**What you need to do**
Copy each line below in which the word "Junior" occurs.

**Supplied records**
• • • • •

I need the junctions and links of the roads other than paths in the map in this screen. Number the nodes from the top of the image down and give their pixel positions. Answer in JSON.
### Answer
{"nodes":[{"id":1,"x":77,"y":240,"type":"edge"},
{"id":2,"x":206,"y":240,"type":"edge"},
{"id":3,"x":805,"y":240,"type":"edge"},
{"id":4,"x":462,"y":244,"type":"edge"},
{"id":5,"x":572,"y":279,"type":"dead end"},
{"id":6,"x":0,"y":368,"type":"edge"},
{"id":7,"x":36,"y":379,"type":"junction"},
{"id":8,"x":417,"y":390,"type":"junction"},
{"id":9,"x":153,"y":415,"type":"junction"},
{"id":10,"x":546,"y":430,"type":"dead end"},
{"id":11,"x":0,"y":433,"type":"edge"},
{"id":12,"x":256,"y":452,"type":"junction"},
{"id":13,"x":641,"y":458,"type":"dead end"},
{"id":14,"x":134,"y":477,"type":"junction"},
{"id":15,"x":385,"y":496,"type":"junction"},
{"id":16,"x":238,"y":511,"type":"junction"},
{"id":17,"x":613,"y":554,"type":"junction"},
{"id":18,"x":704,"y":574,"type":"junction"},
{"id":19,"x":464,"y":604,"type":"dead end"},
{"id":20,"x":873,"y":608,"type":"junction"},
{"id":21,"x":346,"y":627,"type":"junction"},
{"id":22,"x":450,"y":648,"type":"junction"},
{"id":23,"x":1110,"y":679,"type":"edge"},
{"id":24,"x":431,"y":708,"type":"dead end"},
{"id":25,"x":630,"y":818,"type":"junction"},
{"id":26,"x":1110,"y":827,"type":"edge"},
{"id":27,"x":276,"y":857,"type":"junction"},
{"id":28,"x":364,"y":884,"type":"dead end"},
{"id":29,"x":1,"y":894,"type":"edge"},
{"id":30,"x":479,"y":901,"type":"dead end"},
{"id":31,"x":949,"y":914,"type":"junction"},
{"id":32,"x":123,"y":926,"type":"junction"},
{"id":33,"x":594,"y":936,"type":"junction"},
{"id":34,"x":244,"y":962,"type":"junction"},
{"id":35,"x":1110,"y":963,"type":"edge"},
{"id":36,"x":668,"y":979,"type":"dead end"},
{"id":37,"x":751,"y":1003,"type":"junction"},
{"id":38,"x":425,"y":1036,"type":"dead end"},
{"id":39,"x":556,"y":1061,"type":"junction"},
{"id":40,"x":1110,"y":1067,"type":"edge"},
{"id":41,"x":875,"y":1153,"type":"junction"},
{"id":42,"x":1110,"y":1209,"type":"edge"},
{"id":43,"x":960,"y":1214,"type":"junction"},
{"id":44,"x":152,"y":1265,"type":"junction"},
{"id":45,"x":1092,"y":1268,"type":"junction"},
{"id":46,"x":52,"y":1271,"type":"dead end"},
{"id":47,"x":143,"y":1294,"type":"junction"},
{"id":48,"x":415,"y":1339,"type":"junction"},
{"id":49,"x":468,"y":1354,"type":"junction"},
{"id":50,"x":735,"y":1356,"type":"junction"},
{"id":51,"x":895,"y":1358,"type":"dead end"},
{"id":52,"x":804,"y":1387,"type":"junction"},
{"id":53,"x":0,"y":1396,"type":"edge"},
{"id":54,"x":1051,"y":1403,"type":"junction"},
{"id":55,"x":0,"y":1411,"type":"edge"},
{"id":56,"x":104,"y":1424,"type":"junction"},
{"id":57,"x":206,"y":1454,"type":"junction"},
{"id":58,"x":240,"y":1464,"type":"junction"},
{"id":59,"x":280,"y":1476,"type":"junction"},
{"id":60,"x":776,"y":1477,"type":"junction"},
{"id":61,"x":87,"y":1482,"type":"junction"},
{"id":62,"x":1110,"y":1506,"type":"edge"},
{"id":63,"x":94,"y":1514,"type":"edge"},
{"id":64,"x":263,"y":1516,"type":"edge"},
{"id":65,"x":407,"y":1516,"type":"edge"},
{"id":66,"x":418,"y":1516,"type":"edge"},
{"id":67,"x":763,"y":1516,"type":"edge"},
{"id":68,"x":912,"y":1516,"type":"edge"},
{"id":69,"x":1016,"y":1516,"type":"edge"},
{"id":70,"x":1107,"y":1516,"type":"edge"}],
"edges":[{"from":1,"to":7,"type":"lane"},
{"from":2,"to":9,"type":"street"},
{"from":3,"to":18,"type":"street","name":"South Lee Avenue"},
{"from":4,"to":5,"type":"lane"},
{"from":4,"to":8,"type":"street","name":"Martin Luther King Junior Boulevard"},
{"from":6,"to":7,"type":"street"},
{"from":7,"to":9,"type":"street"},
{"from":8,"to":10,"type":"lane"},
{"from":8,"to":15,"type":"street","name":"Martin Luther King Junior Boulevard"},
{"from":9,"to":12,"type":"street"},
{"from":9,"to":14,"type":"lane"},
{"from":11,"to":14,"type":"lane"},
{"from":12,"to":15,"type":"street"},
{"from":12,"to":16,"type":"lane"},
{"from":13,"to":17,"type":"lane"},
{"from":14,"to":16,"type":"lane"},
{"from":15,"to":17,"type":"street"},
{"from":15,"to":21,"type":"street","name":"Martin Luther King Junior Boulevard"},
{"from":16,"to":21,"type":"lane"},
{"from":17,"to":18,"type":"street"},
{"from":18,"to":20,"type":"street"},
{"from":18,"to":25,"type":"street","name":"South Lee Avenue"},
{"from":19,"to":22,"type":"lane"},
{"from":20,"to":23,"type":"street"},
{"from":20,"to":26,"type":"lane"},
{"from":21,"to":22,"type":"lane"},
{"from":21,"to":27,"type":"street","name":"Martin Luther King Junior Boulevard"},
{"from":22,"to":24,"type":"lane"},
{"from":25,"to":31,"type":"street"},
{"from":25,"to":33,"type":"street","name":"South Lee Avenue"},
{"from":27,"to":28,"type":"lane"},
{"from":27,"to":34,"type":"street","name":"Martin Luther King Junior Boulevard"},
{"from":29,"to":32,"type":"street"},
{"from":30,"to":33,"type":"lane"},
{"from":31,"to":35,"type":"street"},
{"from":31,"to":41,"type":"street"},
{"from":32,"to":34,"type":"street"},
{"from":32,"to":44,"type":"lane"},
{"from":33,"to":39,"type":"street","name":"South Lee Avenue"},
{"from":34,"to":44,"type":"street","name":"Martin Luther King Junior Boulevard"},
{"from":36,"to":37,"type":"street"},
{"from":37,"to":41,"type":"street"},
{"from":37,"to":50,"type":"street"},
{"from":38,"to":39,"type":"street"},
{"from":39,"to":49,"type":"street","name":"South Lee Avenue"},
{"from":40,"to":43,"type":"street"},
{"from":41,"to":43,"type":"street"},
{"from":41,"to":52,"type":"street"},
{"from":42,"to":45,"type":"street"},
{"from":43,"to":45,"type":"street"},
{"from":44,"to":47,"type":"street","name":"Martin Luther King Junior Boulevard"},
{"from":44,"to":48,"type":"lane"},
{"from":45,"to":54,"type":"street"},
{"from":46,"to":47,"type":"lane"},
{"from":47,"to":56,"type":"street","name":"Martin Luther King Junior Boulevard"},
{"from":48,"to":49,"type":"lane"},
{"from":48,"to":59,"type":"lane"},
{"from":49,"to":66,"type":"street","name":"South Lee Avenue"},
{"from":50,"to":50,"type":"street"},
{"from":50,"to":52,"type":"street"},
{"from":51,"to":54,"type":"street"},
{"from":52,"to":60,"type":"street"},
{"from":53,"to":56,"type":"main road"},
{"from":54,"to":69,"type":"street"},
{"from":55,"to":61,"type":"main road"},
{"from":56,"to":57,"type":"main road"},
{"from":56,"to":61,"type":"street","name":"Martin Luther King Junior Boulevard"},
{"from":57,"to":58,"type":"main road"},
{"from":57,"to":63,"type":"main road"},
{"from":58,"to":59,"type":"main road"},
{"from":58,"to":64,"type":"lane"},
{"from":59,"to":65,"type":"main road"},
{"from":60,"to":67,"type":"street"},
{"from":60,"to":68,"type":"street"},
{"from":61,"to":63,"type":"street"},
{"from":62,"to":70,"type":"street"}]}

• • • • •

**The completed task**
{"from":4,"to":8,"type":"street","name":"Martin Luther King Junior Boulevard"},
{"from":8,"to":15,"type":"street","name":"Martin Luther King Junior Boulevard"},
{"from":15,"to":21,"type":"street","name":"Martin Luther King Junior Boulevard"},
{"from":21,"to":27,"type":"street","name":"Martin Luther King Junior Boulevard"},
{"from":27,"to":34,"type":"street","name":"Martin Luther King Junior Boulevard"},
{"from":34,"to":44,"type":"street","name":"Martin Luther King Junior Boulevard"},
{"from":44,"to":47,"type":"street","name":"Martin Luther King Junior Boulevard"},
{"from":47,"to":56,"type":"street","name":"Martin Luther King Junior Boulevard"},
{"from":56,"to":61,"type":"street","name":"Martin Luther King Junior Boulevard"},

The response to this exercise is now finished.